La communication auprès des consommateurs viendra dans un second temps, assure-t-elle, une fois l'offre enrichie et les périodes de restrictions passées. "Nous souhaitons déconnecter la plateforme ClicknLerins de la séquence Covid. Nous proposons à nos commerçants un nouveau service pérenne qui a vocation à s'inscrire dans un temps long, et non une réponse ponctuelle à la crise sanitaire qui perdrait de son intérêt une fois celle-ci révolue. Nous ne voulons pas créer de déceptif, ni d'un côté, ni de l'autre".

"C'est en effet le plus grand danger qui nous guette", abonde Charlotte Journo-Baur pour qui l'échec des initiatives locales ouvrirait un peu plus encore la porte aux grandes plateformes internationales, type Amazon et consorts. Une option qu'envisage d'actionner à terme la Fédération des associations des commerçants et artisans de Cagnes-sur-Mer. Particulièrement engagée dans la transition numérique de ses adhérents, elle a lancé il y a quelques années déjà une plateforme de référencement baptisée EspritCagnes, à laquelle elle vient d'ajouter une boutique en ligne. "L'idée serait de se rattacher à ces grandes maketplaces françaises et internationales pour bénéficier de leur aura positive. Elles sont bien plus attractives que le site lambda, explique son président Jean-Michel Cloppet. On sortirait alors de notre modèle de référencement, mais avant cela le chemin à parcourir est encore long. Il nous faut poursuivre notre travail d'évangélisation et nos actions pédagogiques."

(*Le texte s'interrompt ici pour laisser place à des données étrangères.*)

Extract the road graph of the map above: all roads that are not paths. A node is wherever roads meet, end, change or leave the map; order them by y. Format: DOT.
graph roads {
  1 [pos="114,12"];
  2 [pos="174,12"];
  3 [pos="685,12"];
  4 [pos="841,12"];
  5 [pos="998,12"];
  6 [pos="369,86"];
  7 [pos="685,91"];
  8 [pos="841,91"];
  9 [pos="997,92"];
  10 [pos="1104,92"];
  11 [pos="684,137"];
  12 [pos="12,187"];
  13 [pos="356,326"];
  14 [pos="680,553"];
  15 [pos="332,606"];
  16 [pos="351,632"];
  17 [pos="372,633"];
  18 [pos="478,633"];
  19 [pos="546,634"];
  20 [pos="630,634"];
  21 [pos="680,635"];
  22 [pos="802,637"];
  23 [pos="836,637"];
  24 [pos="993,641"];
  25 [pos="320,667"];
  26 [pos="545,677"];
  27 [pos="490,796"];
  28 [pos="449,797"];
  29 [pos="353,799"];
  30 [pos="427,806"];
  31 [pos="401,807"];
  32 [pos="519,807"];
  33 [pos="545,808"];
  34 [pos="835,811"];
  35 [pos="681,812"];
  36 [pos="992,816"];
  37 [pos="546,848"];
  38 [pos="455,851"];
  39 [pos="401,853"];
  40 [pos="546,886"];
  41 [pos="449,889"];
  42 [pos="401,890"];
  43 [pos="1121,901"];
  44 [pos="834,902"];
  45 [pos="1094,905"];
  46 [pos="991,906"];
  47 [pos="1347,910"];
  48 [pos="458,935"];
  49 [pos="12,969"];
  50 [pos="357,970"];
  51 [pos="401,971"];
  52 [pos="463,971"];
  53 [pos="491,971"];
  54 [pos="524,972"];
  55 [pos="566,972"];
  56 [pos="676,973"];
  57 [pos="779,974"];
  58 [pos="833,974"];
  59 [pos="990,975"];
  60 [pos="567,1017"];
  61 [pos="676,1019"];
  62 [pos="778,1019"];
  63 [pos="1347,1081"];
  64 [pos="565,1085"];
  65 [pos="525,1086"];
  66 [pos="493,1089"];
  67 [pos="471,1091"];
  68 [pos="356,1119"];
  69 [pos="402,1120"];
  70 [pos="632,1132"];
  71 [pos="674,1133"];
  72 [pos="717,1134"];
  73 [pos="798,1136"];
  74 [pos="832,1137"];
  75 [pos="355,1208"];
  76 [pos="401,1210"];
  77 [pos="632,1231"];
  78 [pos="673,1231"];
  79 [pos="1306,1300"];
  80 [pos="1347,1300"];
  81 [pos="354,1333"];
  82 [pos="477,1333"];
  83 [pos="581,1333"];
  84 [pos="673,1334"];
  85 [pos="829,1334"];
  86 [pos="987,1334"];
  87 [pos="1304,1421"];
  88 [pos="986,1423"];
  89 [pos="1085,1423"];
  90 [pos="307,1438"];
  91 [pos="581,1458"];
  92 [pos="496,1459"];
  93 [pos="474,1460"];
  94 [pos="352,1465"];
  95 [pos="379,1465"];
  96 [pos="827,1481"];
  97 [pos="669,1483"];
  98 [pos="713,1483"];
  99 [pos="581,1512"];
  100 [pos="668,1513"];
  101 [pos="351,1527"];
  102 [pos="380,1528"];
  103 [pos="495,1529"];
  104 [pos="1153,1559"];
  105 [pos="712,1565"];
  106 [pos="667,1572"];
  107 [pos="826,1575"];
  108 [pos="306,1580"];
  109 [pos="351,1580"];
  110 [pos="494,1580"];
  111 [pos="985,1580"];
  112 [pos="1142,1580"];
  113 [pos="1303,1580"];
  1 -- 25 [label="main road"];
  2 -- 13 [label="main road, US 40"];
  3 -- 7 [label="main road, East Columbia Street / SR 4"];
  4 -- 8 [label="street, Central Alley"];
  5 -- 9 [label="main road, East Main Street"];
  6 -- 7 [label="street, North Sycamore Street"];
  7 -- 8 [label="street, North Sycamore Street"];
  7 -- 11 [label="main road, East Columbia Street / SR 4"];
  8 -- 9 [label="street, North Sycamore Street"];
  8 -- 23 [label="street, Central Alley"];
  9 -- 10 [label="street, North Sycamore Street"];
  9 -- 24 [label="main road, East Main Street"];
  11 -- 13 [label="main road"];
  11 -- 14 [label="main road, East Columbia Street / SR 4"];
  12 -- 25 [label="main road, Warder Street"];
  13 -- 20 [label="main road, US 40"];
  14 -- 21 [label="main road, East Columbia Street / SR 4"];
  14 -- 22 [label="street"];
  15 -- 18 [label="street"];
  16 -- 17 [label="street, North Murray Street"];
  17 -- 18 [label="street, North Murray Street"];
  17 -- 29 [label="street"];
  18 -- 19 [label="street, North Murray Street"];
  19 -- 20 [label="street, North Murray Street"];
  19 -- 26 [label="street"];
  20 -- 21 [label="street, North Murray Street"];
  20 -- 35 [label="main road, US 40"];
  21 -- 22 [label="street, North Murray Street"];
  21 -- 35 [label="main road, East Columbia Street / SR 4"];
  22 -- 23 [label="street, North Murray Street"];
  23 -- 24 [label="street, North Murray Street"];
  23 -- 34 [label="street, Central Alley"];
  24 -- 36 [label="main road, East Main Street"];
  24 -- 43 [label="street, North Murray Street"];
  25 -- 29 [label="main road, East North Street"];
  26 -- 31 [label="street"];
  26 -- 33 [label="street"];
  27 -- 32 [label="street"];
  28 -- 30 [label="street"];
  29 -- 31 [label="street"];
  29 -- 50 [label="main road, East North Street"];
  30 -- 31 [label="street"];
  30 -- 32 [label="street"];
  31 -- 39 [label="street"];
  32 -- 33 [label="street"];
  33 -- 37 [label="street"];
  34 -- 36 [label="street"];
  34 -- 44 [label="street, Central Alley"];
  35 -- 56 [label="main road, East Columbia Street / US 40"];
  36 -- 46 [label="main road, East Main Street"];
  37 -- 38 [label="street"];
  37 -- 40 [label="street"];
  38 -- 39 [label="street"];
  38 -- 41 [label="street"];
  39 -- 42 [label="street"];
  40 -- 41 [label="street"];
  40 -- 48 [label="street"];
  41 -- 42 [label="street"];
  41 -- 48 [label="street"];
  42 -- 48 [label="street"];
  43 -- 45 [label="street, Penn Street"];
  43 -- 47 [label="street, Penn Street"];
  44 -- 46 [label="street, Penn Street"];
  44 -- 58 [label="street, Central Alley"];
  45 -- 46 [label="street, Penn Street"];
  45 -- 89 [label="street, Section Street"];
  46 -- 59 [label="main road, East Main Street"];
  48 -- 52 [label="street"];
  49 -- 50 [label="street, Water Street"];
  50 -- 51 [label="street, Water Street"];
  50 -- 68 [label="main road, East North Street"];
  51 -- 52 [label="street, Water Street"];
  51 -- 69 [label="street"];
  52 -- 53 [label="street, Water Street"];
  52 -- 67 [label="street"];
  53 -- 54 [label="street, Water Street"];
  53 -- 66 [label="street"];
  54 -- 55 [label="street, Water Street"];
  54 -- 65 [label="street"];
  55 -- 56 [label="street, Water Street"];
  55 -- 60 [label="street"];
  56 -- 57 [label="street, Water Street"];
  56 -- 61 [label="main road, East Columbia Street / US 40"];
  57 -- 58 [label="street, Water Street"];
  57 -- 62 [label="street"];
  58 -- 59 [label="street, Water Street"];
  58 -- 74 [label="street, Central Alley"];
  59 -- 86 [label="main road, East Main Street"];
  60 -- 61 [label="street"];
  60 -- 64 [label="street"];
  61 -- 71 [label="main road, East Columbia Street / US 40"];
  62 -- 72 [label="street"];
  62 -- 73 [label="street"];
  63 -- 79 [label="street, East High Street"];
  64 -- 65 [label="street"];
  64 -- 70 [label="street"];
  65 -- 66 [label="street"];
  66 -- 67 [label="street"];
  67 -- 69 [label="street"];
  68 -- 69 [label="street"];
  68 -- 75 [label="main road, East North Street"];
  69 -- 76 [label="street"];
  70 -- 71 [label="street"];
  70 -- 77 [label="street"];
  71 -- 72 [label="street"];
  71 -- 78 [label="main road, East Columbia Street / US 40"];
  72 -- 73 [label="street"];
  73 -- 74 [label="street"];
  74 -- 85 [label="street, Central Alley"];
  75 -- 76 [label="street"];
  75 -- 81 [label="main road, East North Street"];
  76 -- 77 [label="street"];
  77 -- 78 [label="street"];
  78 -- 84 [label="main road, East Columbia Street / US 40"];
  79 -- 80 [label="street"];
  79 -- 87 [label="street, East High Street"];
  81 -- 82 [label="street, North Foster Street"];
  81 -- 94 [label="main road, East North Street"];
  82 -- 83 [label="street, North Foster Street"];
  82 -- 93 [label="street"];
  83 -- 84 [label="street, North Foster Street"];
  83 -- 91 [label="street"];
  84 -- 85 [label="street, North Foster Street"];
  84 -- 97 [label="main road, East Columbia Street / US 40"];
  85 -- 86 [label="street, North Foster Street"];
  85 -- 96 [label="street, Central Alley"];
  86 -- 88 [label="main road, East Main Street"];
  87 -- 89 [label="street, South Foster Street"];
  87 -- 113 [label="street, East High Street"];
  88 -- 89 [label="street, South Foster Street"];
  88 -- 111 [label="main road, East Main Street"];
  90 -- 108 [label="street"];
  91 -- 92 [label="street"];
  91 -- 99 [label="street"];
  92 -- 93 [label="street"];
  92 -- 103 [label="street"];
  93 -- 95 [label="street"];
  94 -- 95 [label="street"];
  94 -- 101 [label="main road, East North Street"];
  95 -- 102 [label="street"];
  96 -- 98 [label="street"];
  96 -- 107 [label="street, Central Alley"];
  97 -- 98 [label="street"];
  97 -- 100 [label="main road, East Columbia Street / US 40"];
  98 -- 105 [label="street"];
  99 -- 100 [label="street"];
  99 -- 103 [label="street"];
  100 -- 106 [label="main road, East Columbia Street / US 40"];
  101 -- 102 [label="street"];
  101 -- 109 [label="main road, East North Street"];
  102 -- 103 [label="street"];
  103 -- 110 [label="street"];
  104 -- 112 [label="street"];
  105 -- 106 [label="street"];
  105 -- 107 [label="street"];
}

Alors, quel avenir pour les places de marché locales ? "Certaines y arriveront, d'autres, plus nombreuses, disparaitront, faute d'actions et de moyens dédiés", prédit Delphine Turin. Qui reste toutefois optimiste pour les commerçants qui franchiront le pas de la numérisation, d'une manière ou d'une autre. "Nous sommes dans un moment particulier où la question de l'éco-responsabilité des achats et du circuit court s'invite pleinement dans le plan de relance économique". Une formidable carte à jouer donc, qu'il serait dommage de transformer en un malheureux acte manqué.